Juli / Augustus 2024

Er wordt al vele jaren wetenschappelijk onderzoek gedaan naar de effecten van meditatie. Iedere keer wordt geconstateerd dat mediteren de gezondheid bevordert en stress vermindert. Toen ik nog studeerde ben ik heel erg in dit onderwerp geïnteresseerd geraakt. In die tijd keek men vooral naar boeddhistische monniken die al jaren in een klooster wonen en vele uren per dag mediteren. En men vergeleek hen met ‘gewone’ mensen. Een probleem met dit soort onderzoek was dat er mogelijk een andere factor in het spel is die de stress vermindert, namelijk de rust en regelmaat van het kloosterleven.

Tegenwoordig wordt er ook zogeheten dubbelblind onderzoek gedaan, waar men twee groepen mensen bestudeert die geen voorafgaande ervaring met meditatie hebben. De onderzoekers letten er tegenwoordig op dat mensen die zo’n onderzoek meedoen in zo veel mogelijk opzichten hetzelfde zijn. De ene groep krijgt een cursus mindfulness en gaat een aantal maanden iedere dag een half uur mediteren en de andere groep krijgt een andere opdracht zoals dezelfde tijd wandelen, of géén opdracht. Er wordt vervolgens gekeken naar hoe de twee groepen aan het einde van het traject van elkaar verschillen. Ook bij dubbelblind onderzoek is het effect van mediteren op de ervaren stress heel groot. Al na een half jaar is het stressniveau van de meditatie-groep sterk verlaagd.

De relatie tussen stress en (on)gezondheid is al veel langer bekend. Incidentele stress is volkomen normaal en daar kan ons lichaam prima mee omgaan. Een langdurig hoog niveau van stress vermindert de mentale èn de fysieke weerstand. Daarom is er een sterk verband tussen chronische stress en geestelijke en lichamelijke stoornissen. Tegenwoordig wordt er dus in de geestelijke gezondheidszorg veel gewerkt met mindfulness en andere meditatieve technieken.

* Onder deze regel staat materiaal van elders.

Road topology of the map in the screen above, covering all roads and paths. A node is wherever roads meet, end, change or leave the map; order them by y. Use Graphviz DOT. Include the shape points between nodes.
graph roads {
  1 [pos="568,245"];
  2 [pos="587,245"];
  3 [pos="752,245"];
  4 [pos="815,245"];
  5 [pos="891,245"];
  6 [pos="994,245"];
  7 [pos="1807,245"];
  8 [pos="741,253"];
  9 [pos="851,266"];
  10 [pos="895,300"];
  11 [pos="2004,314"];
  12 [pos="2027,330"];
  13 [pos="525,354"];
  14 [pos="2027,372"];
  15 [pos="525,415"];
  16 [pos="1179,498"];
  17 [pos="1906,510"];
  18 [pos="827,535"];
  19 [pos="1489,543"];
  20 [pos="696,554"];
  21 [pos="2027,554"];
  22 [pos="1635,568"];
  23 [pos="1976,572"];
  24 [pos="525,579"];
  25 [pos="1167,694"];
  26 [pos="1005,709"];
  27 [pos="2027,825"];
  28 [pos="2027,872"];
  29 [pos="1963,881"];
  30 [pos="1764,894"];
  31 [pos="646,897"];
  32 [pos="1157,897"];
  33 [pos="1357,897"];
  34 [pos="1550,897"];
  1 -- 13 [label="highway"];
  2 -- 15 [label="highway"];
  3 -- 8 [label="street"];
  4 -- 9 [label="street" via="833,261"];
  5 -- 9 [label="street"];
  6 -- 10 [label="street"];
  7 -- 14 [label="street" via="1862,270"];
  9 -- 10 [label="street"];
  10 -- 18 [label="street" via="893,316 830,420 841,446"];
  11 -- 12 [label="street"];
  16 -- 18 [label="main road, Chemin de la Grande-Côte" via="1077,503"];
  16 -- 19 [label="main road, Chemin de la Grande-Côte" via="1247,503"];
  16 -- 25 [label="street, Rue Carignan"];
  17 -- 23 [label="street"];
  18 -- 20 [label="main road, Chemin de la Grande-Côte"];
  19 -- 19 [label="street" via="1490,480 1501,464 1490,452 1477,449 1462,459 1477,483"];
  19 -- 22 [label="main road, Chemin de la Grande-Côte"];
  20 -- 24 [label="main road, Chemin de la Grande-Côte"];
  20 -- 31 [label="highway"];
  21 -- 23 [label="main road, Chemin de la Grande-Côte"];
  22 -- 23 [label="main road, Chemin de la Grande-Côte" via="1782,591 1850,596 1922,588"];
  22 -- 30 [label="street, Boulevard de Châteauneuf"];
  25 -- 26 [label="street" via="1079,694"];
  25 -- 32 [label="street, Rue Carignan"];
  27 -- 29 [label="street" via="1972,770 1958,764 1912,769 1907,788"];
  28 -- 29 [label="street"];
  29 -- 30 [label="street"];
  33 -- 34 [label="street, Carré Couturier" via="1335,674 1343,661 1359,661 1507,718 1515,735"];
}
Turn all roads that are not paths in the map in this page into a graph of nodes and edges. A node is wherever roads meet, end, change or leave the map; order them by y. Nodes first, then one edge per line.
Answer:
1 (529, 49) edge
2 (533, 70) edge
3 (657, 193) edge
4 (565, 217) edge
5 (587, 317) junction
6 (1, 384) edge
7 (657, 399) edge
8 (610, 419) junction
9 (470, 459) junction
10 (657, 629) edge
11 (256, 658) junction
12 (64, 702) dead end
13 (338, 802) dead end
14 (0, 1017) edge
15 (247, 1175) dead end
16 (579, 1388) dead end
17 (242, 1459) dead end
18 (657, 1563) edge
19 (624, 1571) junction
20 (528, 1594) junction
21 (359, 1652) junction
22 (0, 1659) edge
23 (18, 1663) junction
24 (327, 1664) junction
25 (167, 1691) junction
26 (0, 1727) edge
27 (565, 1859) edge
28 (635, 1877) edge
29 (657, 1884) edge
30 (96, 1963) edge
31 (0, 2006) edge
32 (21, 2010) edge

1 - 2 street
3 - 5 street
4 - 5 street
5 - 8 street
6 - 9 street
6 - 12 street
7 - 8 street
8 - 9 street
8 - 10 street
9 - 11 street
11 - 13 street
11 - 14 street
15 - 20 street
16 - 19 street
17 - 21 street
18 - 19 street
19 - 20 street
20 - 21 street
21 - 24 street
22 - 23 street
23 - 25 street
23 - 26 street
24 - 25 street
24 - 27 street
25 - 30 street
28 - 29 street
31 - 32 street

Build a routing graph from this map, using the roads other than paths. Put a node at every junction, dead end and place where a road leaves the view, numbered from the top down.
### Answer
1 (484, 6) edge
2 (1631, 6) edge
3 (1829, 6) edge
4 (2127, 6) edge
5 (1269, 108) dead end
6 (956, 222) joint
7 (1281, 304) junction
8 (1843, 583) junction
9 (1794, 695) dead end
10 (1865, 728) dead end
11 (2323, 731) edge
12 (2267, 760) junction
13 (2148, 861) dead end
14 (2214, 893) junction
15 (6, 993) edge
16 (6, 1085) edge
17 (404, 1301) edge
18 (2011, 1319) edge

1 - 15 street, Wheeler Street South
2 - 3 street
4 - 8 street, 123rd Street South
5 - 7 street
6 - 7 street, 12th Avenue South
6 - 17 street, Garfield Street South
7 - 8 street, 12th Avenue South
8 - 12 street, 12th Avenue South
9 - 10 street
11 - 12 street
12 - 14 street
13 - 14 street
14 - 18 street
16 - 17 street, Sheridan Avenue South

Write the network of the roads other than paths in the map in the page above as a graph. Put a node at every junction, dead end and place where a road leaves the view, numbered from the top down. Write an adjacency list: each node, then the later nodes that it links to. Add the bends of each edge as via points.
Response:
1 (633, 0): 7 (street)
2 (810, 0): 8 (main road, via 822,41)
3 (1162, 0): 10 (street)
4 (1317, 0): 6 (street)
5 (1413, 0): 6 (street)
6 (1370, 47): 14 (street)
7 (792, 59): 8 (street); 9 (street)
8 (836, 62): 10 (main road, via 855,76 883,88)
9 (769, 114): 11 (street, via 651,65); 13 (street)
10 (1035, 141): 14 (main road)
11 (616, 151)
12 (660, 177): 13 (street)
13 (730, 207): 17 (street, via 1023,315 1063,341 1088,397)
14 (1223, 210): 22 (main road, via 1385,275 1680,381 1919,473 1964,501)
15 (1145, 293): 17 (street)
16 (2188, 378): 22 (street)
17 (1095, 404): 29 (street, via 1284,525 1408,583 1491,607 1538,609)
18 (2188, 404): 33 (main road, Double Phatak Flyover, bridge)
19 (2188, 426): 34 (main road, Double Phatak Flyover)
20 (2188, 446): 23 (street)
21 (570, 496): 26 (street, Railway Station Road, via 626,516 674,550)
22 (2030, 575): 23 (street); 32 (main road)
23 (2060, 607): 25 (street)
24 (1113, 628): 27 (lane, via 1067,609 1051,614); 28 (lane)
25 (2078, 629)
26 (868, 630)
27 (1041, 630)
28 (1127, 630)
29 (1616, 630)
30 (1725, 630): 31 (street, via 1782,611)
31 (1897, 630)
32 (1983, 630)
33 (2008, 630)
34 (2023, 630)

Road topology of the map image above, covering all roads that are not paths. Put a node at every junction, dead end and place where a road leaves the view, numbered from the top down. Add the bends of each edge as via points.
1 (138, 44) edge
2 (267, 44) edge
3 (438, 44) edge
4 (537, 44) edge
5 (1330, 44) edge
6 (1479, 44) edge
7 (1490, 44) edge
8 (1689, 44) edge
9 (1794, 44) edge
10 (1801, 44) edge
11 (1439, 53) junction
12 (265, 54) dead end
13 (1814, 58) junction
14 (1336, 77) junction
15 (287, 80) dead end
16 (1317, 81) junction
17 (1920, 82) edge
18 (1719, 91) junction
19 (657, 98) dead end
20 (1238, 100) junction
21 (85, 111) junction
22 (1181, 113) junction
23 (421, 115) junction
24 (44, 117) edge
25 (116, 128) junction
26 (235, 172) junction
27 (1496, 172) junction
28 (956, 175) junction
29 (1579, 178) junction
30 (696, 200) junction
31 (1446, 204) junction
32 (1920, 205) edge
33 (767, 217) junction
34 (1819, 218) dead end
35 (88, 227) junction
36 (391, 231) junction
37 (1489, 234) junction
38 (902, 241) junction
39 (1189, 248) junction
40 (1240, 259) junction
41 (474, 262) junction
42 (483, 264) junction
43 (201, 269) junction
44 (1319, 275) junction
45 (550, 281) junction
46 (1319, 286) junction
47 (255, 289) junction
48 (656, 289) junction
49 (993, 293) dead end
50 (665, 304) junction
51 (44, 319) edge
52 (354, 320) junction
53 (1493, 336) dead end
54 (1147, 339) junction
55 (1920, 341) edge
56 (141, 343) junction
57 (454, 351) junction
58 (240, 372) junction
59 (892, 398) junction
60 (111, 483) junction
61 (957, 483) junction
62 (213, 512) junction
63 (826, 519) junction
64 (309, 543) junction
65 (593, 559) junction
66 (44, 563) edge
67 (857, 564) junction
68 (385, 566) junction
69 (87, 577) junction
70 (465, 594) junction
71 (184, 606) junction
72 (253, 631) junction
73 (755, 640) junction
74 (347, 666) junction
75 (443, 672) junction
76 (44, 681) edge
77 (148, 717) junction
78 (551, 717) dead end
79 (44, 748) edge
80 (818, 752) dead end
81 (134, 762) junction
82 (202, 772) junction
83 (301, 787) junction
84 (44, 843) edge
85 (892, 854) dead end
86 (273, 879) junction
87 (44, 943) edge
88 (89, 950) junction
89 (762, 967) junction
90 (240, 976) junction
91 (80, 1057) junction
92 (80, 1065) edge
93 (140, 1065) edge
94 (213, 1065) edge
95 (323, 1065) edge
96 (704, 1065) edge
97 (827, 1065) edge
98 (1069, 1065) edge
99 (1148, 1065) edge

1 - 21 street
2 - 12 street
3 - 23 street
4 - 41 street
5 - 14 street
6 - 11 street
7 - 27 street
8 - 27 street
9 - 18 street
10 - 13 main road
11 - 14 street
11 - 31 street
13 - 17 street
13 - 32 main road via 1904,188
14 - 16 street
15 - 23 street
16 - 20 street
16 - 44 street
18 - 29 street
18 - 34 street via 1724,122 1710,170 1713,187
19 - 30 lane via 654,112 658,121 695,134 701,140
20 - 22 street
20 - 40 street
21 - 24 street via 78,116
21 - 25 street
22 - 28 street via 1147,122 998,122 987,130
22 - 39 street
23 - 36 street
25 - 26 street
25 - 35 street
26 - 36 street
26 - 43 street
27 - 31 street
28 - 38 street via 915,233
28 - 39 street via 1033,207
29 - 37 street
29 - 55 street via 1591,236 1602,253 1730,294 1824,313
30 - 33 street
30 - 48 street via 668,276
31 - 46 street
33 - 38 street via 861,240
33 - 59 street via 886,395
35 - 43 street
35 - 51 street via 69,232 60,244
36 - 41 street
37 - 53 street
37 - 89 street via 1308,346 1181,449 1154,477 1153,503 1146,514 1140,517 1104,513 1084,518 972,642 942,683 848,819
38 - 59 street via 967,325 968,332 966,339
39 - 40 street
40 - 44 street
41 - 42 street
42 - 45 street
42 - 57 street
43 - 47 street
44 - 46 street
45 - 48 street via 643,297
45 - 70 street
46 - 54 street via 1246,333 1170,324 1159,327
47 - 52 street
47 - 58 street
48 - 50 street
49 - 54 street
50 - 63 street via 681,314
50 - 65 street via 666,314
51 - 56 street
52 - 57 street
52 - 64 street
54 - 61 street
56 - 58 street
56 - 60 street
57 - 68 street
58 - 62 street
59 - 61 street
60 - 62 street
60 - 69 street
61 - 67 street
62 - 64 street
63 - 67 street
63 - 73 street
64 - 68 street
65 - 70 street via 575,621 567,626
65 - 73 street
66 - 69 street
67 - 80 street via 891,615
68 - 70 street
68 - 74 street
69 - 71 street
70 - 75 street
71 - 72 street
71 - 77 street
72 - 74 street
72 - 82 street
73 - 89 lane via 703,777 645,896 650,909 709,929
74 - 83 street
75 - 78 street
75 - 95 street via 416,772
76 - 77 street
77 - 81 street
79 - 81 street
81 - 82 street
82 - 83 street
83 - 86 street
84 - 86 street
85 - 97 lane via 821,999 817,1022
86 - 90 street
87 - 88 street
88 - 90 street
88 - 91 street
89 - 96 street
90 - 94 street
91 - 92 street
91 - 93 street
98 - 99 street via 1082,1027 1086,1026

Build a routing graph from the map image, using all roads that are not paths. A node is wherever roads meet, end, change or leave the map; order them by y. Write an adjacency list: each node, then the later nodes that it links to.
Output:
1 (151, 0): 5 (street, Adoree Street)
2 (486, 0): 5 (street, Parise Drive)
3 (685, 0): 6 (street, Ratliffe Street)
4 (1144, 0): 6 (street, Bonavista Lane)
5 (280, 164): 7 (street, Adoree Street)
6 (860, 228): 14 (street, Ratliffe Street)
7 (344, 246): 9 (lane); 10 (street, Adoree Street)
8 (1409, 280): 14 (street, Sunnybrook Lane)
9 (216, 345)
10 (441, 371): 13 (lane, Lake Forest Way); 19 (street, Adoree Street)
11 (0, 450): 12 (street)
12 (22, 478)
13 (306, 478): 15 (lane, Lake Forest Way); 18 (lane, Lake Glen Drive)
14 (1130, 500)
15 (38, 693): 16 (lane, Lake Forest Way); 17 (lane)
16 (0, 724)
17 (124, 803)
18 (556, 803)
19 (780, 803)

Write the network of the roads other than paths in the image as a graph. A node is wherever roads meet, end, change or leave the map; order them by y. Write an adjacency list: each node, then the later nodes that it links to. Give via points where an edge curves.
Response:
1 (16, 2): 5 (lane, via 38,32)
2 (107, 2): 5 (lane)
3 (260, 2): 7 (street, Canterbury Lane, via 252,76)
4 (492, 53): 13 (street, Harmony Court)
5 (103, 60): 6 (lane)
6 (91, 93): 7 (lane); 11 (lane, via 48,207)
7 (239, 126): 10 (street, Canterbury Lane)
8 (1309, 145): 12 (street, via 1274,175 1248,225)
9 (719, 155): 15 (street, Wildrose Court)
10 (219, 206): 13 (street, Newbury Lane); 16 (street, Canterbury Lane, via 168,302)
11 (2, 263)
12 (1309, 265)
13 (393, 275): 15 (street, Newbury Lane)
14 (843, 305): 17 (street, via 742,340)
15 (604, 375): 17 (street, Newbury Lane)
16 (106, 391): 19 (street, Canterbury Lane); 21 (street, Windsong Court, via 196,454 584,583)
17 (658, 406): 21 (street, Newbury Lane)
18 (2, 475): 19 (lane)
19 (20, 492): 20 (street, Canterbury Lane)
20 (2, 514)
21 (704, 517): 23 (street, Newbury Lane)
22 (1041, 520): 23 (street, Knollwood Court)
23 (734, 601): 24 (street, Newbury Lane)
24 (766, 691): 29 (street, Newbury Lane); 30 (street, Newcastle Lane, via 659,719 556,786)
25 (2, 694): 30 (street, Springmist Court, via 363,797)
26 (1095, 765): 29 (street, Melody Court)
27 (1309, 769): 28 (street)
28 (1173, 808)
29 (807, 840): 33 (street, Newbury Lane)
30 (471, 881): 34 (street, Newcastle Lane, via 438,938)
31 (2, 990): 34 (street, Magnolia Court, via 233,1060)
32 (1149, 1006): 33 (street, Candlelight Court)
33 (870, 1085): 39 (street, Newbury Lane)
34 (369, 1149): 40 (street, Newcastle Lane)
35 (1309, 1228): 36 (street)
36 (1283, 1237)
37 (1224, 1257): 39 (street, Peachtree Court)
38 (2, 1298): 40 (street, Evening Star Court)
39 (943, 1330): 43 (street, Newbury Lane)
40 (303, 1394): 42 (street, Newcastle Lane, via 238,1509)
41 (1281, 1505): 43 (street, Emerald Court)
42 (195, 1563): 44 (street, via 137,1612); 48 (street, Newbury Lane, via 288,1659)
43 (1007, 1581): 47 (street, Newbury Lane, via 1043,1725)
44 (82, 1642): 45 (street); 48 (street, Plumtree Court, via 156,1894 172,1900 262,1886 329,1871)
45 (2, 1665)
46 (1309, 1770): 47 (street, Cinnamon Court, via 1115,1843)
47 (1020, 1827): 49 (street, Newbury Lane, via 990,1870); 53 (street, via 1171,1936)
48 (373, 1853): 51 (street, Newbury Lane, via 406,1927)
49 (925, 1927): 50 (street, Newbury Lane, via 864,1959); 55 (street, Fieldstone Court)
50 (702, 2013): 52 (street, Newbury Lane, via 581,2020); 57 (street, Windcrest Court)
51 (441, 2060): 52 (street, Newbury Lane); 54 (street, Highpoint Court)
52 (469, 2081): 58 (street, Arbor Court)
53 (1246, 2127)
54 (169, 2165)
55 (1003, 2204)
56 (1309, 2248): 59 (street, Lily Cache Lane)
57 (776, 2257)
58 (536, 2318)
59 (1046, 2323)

Kortgeleden zag ik een programma van de onlangs helaas overleden Engelse TV-dokter Michael Mosley. Zijn nieuwe reeks gaat over gezond oud worden en in de eerste aflevering werd onder andere aandacht besteed aan de gezondheidseffecten van meditatie. Bij het bekijken bekroop mij het gevoel dat er iets niet klopte. Het is natuurlijk een medische serie en er werd alleen maar gekeken naar de gezondheidseffecten. Maar dat zette mij wel aan het denken.

Mensen mediteren al duizenden jaren. Misschien al zolang de mensheid bestaat. Maar het doel van meditatie is nooit medisch geweest. Het doel van meditatie is niet een betere gezondheid of minder stress. Dat zijn ‘bijverschijnselen’. Als gezondheidswetenschappers nu de bijverschijnselen tot doel maken, dan trappen wij met beide benen in de valstrik van het materialisme.

Het idee dat alle menselijke handelingen een doel moeten hebben, wordt wel omschreven als ‘telisch denken’. Telisch en atelisch zijn termen uit de taalkunde. Teliciteit gaat om een handeling met een specifiek eindpunt, een doel. Ateliciteit heeft geen eindpunt, geen einddoel. Mediteren is inherent atelisch, net als spelen. Een kind speelt niet om te leren, het speelt omdat het dat leuk vindt. Dat het kind door te spelen allerlei vaardigheden aanleert, maakt het aanleren van vaardigheden nog niet tot het doel van spel. Het speelt om plezier hebben. Leren is bijvangst. Zo is het ook met mediteren. Wij mediteren niet om een specifiek einddoel te bereiken. Wij mediteren om ons bewust te worden van onze innerlijke wereld. Gezondheid en beter kunnen omgaan met stress zijn bijvangst. Het is niet door te mediteren dat je beter om kan gaan met stress. Je kan beter met stress omgaan doordat je de uiterlijke werkelijkheid bent gaan relativeren nu je de innerlijke wereld hebt ontdekt.

Het is dus omgekeerd. Mediteren en spelen hebben geen eindpunt, geen doel. Het zijn zelf oorzaken. Ze zijn een ontdekkingsreis. En door die ontdekkingsreizen ontwikkel je jezelf.

Hetzelfde geldt natuurlijk voor allerlei andere atelische bezigheden, zoals wandelen, lezen, sporten en verre reizen maken.